Day 5: Your Spotted Dick Is Leaking

This is not what Husband needs to hear at the end of a long day. But I had touched it  — sticky, dark and oozing. 

And you wait your whole life to deliver a line like that one. 

But I have another opportunity to shine. We bought the can of spotted dick at an upscale kitchen shop downtown, for a friend named Richard who first  discovered the pudding in England.

One never outgrows junior-high-boy humor if one is lucky.  All the Dicks I have ever known manfully put up with this nonsense.

Perhaps I should rephrase that.

“There’s a terrible innocence and swaggering bravado in fledgling young men that jaded adults would do well to remember.” How’s that?

Down I trot to the store, spotted dick in careful hand so as to avoid infection. The woman at the counter is about my age and seems approachable. Old broads have seen it all, after all, and if we’re lucky (or perhaps just beaten and resigned) we’ve learned to stop taking ourselves so seriously.

There’s a crowd at the counter. I deliver my one-liner to an appreciative audience and feel very pleased with myself. The clerk sends me back to cruise for more dick.

I run into an acquaintance who works there, a fiercely beautiful and sophisticated German woman. I push my luck and whip out the dick joke one last time.

Note to self: classy European women do not appreciate crass juvenile attempts at humor.

“This friend Richard, he likes the pudding?” she asks, with a slight frown.

So I make it worse. I try to explain. I skulk away like an awkward boy who hasn’t yet grown into his feet. I have new empathy for his plight.

And I’m too embarrassed to collect my dick money.

4 thoughts on “Day 5: Your Spotted Dick Is Leaking

  1. LOL! I think the Brits persist in this name because they will not be cowed by prurience. Of course, if it were called a “Whiskered Willie” there might be problems!

  2. Larry

    At this rate, your site will get blocked at work.
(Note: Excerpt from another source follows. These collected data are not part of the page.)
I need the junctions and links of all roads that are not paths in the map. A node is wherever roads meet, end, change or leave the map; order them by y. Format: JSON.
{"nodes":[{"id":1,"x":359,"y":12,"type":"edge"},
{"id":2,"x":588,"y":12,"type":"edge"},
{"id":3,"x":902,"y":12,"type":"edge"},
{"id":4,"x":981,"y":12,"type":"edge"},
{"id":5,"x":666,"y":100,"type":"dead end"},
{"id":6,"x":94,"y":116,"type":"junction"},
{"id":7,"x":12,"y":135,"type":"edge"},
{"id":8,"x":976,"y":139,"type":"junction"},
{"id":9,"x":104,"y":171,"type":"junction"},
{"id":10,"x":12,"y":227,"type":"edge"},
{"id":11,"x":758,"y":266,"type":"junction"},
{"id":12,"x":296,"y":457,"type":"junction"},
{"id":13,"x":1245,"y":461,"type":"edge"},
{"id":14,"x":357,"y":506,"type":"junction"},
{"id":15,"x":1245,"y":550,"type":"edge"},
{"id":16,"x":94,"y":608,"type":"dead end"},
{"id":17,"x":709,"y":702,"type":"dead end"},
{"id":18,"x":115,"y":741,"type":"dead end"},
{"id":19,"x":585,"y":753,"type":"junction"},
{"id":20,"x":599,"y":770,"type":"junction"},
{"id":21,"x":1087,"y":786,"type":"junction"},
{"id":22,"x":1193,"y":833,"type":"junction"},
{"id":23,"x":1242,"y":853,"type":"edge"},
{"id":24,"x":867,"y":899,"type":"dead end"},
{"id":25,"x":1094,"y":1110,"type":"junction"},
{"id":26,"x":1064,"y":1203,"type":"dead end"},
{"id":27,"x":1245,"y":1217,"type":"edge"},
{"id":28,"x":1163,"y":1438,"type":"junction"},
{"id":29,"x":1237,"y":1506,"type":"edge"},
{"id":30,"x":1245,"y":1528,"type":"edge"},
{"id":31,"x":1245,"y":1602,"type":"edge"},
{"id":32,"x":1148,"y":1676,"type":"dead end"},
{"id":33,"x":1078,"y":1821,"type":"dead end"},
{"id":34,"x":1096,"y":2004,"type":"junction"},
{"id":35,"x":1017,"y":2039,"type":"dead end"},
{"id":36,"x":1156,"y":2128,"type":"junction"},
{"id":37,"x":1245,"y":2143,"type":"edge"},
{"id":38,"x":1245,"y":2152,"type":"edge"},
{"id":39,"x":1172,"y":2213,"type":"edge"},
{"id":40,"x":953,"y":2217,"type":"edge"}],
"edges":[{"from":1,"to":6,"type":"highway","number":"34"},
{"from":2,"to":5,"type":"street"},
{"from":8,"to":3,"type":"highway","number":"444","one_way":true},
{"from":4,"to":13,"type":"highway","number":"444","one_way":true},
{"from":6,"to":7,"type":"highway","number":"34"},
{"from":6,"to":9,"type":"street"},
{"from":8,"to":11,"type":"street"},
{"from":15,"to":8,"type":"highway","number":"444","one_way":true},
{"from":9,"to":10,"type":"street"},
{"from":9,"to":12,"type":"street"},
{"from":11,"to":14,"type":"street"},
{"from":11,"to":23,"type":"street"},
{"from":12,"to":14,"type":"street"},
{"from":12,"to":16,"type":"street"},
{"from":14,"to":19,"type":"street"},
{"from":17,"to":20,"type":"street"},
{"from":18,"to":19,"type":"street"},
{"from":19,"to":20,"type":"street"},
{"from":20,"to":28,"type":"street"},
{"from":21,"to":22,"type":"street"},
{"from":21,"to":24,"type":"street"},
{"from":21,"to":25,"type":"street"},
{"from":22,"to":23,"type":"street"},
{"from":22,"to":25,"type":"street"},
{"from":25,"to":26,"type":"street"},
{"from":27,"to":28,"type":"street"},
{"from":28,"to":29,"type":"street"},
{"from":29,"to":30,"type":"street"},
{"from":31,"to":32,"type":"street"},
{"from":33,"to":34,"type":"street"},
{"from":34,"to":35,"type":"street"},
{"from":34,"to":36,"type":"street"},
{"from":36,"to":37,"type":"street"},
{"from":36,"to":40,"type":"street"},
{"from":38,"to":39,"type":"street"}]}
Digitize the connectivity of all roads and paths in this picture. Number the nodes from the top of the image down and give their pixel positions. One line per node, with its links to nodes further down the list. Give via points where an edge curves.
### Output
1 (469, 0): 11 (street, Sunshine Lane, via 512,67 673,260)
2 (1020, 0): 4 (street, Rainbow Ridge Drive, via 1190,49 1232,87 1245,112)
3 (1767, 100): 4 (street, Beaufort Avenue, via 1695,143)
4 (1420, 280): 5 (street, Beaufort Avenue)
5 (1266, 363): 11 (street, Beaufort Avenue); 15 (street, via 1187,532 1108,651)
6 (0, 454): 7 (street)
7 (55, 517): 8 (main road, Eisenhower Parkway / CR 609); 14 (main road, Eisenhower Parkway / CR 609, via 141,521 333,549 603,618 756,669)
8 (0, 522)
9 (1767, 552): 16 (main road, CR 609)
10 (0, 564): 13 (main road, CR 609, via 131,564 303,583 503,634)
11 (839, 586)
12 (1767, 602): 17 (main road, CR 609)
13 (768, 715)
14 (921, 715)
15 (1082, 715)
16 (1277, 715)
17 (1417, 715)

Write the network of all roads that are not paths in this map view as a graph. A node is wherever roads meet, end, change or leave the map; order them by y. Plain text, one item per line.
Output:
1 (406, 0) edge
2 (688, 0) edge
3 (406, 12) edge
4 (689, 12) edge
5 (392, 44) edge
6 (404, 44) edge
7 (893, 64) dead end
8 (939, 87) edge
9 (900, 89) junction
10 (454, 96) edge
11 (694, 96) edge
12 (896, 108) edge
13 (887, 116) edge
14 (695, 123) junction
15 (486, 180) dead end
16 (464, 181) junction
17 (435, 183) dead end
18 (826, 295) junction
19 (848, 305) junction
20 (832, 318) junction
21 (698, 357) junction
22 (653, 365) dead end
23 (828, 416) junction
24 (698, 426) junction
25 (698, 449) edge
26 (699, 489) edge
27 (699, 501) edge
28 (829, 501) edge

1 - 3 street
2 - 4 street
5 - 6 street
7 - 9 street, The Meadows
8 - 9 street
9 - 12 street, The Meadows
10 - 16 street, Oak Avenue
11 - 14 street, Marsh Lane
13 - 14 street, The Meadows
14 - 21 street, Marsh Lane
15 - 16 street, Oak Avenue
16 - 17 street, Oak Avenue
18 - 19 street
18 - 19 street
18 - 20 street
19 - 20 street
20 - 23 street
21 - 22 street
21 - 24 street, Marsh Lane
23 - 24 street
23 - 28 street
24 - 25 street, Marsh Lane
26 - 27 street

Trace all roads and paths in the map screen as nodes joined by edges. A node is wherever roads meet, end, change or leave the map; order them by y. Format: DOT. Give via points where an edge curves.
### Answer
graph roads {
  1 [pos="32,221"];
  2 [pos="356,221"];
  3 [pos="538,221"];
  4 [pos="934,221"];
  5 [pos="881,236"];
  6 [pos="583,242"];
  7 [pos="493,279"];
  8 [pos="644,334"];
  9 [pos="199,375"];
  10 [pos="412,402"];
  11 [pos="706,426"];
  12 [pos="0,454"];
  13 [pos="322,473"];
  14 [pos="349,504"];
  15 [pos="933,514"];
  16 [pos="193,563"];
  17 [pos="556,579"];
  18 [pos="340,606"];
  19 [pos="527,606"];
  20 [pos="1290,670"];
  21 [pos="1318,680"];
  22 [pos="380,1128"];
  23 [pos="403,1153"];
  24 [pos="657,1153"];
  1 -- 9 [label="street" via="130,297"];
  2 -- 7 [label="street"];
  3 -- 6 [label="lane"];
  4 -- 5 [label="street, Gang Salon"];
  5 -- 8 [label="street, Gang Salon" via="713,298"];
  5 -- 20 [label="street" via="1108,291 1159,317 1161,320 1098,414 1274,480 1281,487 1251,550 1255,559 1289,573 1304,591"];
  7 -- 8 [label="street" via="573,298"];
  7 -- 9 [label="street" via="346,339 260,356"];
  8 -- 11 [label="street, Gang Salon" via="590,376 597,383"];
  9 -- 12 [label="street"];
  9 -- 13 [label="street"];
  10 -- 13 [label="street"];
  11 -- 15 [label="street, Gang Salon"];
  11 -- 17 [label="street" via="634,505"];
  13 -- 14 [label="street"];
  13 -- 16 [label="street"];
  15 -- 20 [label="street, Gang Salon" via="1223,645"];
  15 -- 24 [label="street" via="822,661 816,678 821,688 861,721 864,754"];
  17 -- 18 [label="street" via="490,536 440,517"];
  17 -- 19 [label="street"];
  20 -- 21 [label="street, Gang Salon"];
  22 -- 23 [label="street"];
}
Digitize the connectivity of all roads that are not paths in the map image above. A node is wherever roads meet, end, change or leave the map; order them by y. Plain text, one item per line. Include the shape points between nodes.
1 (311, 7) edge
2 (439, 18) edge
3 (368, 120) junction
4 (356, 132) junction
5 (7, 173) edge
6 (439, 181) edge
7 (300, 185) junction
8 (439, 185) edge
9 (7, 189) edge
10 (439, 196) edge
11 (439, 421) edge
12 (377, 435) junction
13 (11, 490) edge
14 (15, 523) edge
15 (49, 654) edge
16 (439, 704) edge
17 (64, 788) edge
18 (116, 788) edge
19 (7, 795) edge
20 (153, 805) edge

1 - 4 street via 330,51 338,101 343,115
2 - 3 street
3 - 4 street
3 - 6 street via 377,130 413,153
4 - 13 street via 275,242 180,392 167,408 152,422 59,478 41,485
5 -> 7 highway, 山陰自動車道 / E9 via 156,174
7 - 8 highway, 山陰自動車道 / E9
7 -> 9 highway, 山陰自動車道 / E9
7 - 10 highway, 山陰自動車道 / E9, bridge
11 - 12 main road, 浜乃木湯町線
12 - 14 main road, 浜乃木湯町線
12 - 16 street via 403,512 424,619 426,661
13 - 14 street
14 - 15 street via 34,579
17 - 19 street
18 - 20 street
    • I get reports about internet search terms that lead people to my site. It’s always rather horrifying — I mentioned knee socks once, and got noticed by some fetish group. So now I just don’t open those reports. And my very fine mother reads this blog. Rest assured that I won’t embarrass you at work.

  3. Mary M

    Don’t go changing’, or rephrasin’. Hilarious!